Le XVIIIe siècle fit sentir au corps germanique combien sa faiblesse le livrait en proie aux ambitions étrangères. Foulé aux pieds à chaque « succession » qui s’ouvrait, enrôlant ses soldats et ses chefs au service des causes d’oppression partout dans le monde, il constatait l’infériorité de sa forme politique, alors que les autres pays de l’Europe prenaient conscience de leur dignité et de leur liberté. Ce fut le comble quand la Révolution et l’Empire eurent passé et repassé, en trombes alternatives, sur l’immense territoire, devenu un champ de bataille sans défense. A la fin, on eut le sentiment, dans l’Allemagne entière, que ce régime de morcellement à outrance et de piétinement continu, sous prétexte de liberté, n’était pas le meilleur. Alors se formèrent les associations pour le salut de la patrie ; alors l’Allemagne résolut de chercher ses défenseurs dans son propre sein ; alors elle exulta à sentir naître en elle un État solidement bâti et une dynastie militaire vigoureuse. Infiniment plus actuel et présent que les protecteurs lointains et douteux des « libertés germaniques, » parut cet État qui apportait aux populations allemandes, tirées de leur engourdissement, le premier espoir du relèvement par l’unité.

C’est ce sentiment que résume, non sans hyperbole, la fameuse phrase de Treilschke : « Tous les livres, toutes les œuvres d’art qui révèlent la noblesse du travail allemand, tous les grands noms allemands que nous considérons avec admiration, tout ce qui annonce la gloire de notre esprit, proclame la nécessité de l’unité, nous conjure de créer dans l’ordre politique cette unité qui existe déjà dans le monde de la pensée. Et notre douleur est décuplée, en pensant que chaque œuvre isolée est tant admirée, tandis que notre peuple tout entier est raillé au dehors. » Treitschke, sourd, et têtu en raison de sa demi-impotence, exprimait toute sa vie intellectuelle et toute sa vie active comprimées en ces aphorismes qu’un peuple docile et comprimé lui-même, absorba d’un trait : « L’Allemagne n’a que trop pensé, il est temps qu’elle agisse. » — « Je veux voir des hommes vivre de leur vie. » — « Nous n’avons pas de patrie allemande : il n’y a que les Hohenzollern qui peuvent nous en donner une. » — « Ce que je veux, c’est une Allemagne monarchique sous les Hohenzollern ; c’est l’exclusion des maisons princières ; ce sont des annexions pour la Prusse : or, qui peut prétendre que tout cela se fasse pacifiquement ? »

Mais si l’unité allemande se faisait par la force militaire, elle sombrait presque fatalement dans le militarisme, et le militarisme la faisait retomber à son tour dans l’esprit de domination et de tyrannie au dedans et au dehors : après deux siècles, on revenait au point de départ. Une nouvelle dynastie « fatale » se levait sur le ciel de l’Allemagne.

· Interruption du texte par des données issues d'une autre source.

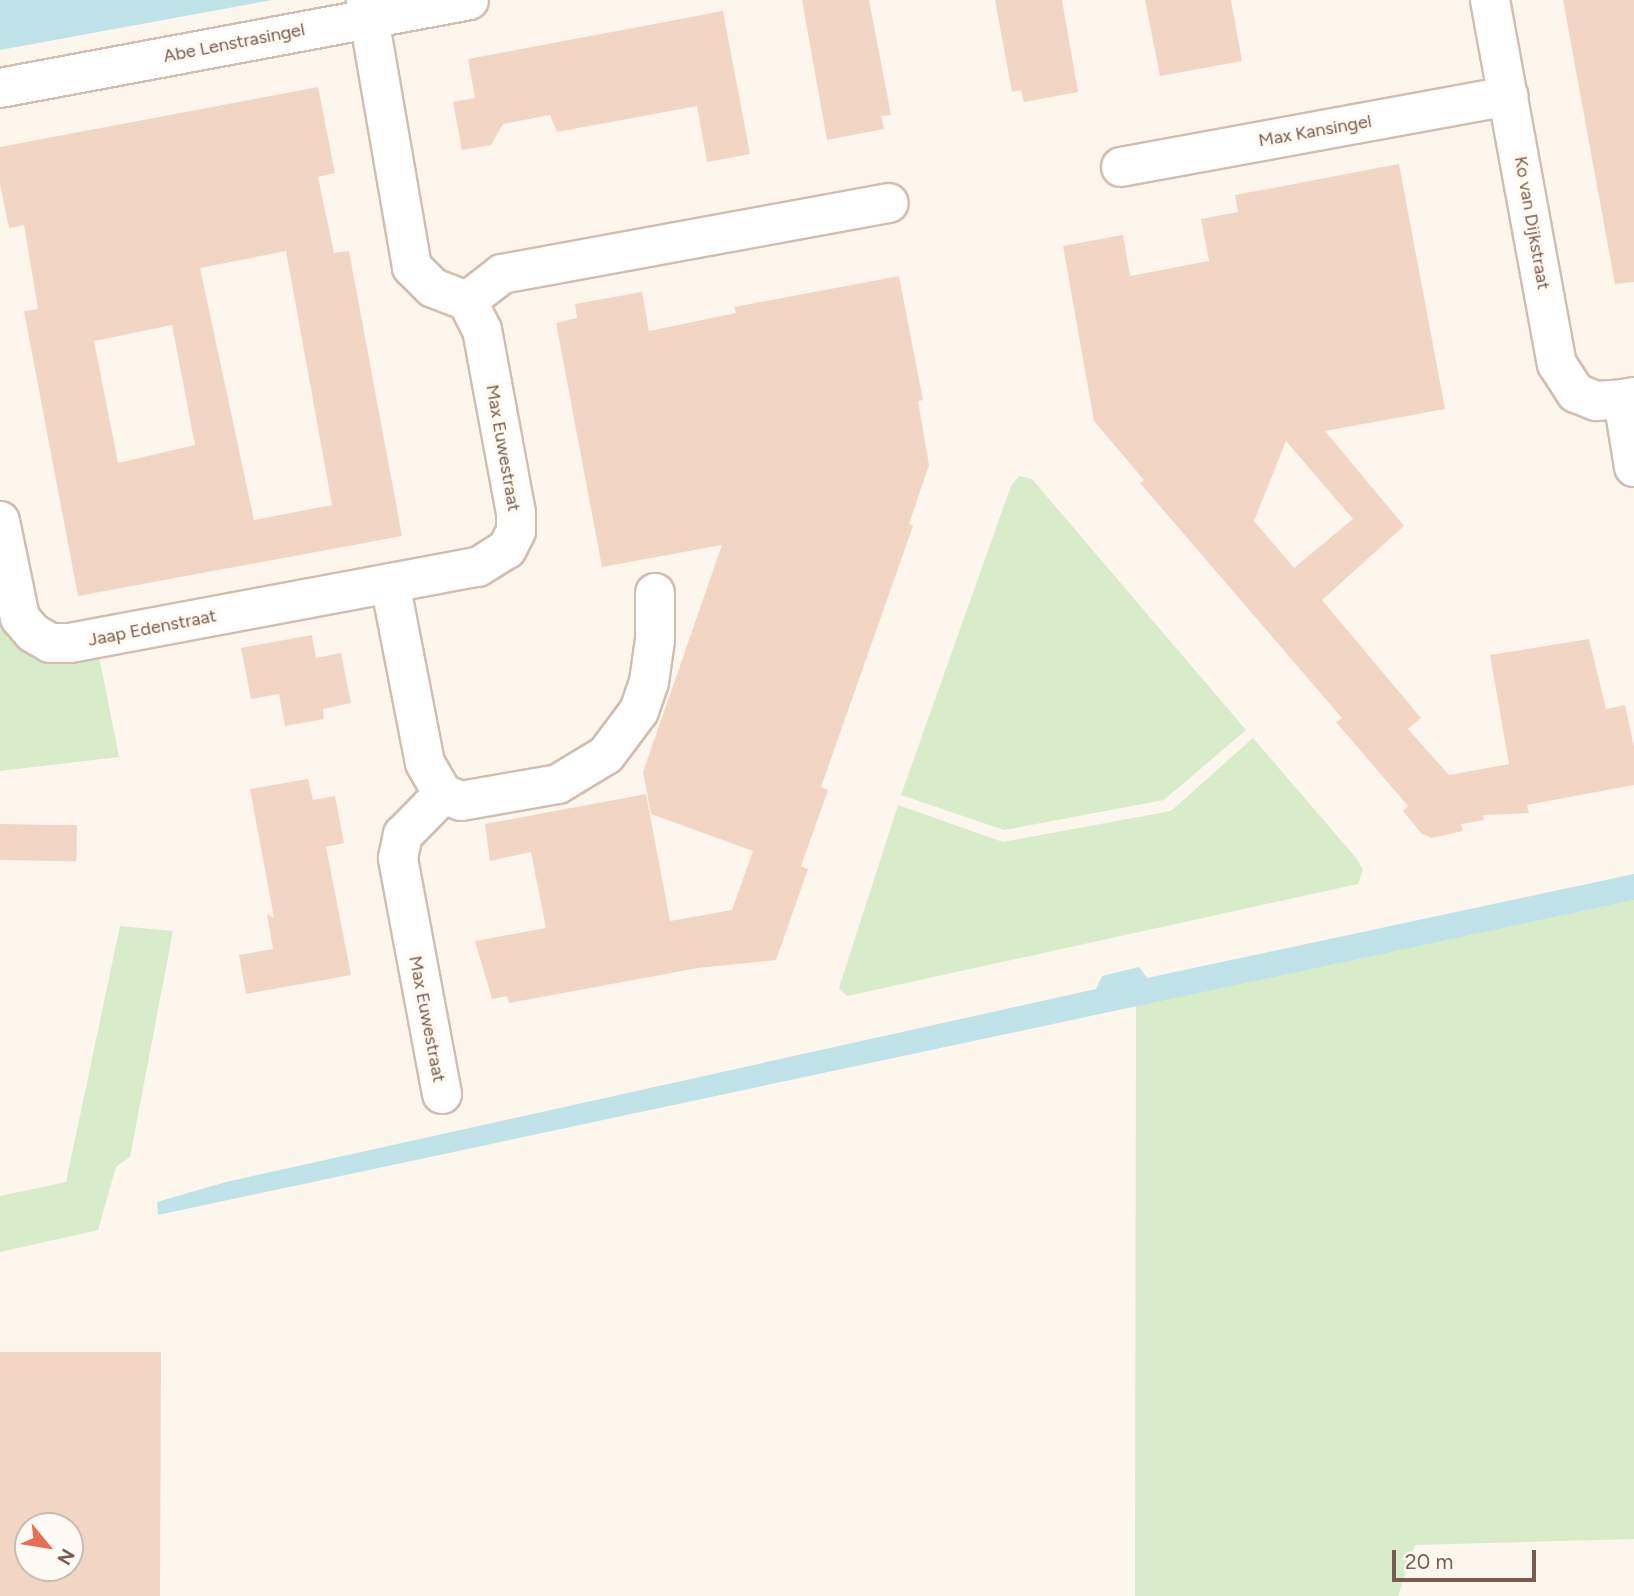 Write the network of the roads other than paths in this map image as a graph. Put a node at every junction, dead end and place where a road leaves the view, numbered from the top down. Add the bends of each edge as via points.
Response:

Comment la famille des Hohenzollern est devenue, pour l’Allemagne et pour l’Europe modernes, ce que la famille des Habsbourg était pour l’Allemagne et pour l’Europe d’il y a trois siècles, c’est une histoire trop connue. Notre génération a vu se dégager, des évolutions de l’histoire contemporaine, le dilemme où l’Allemagne est prise : soit une Allemagne dominante au milieu d’une Europe asservie, soit une Europe maîtresse du militarisme allemand et se garantissant à elle-même la paix par la bonne organisation d’une Allemagne pacifique.

Nous avons rappelé l’œuvre du Congrès de Westphalie, et nous avons signalé les défauts de cette œuvre. Les temps sont changés. Ne peut-on pas chercher autre chose et faire mieux ?

Si nous reprenons la question qui se posait tout à l’heure : quelle sera, pour la future reconstitution de l’Europe, la date qu’il conviendra de choisir pour le retour d’un certain statu quo ante ? la réponse ressort du rapide examen historique qui vient d’être fait : puisqu’il s’agit d’abolir le militarisme prussien, et de protéger l’Europe contre cette poussée de l’esprit de domination qui, dans la phase actuelle, s’est appelé le pangermanisme, c’est à une date antérieure aux événemens qui ont créé cette disposition conquérante qu’il faut ramener les institutions de ce pays : en se reportant au conseil formulé par M. Crampon vers le milieu du siècle dernier, il semble que le plus sage serait d’atténuer en Allemagne les élémens offensifs pour que le pays s’habituât à vivre dans un honnête concert avec les voisins ; en un mot, il faudrait raccrocher l’histoire au point où elle s’est décrochée.

Il ne s’agit pas de porter atteinte à l’unité allemande ; il s’agit de lui enlever le caractère militaire et agressif qui opprime l’Allemagne pour opprimer l’Europe. La solution idéale serait là ; et, par conséquent, la date à déterminer, au point de vue politique et diplomatique, serait certainement antérieure à l’année 1870.


Nous avons dit que l’Empire allemand actuel n’avait aucune consécration formelle dans le droit européen. Nous avons fait observer que les États de l’Allemagne, qui ont gardé un certain caractère de souveraineté, pouvaient être appelés à délibérer de leur sort dès les premières ouvertures pour la paix. Si les Puissances victorieuses formulent leur volonté d’agir ainsi dès les premières procédures, la question est tranchée. Les plus sérieux indices nous permettent de penser qu’il n’y aura pas, hors des sphères officielles ou des partis officiels allemands, un homme s’intéressant au maintien de l’Empire militariste et prussien. La plus grande partie des populations non prussiennes sont fatiguées de n’être, en somme, qu’une sorte de « garderie pour chair à canon. »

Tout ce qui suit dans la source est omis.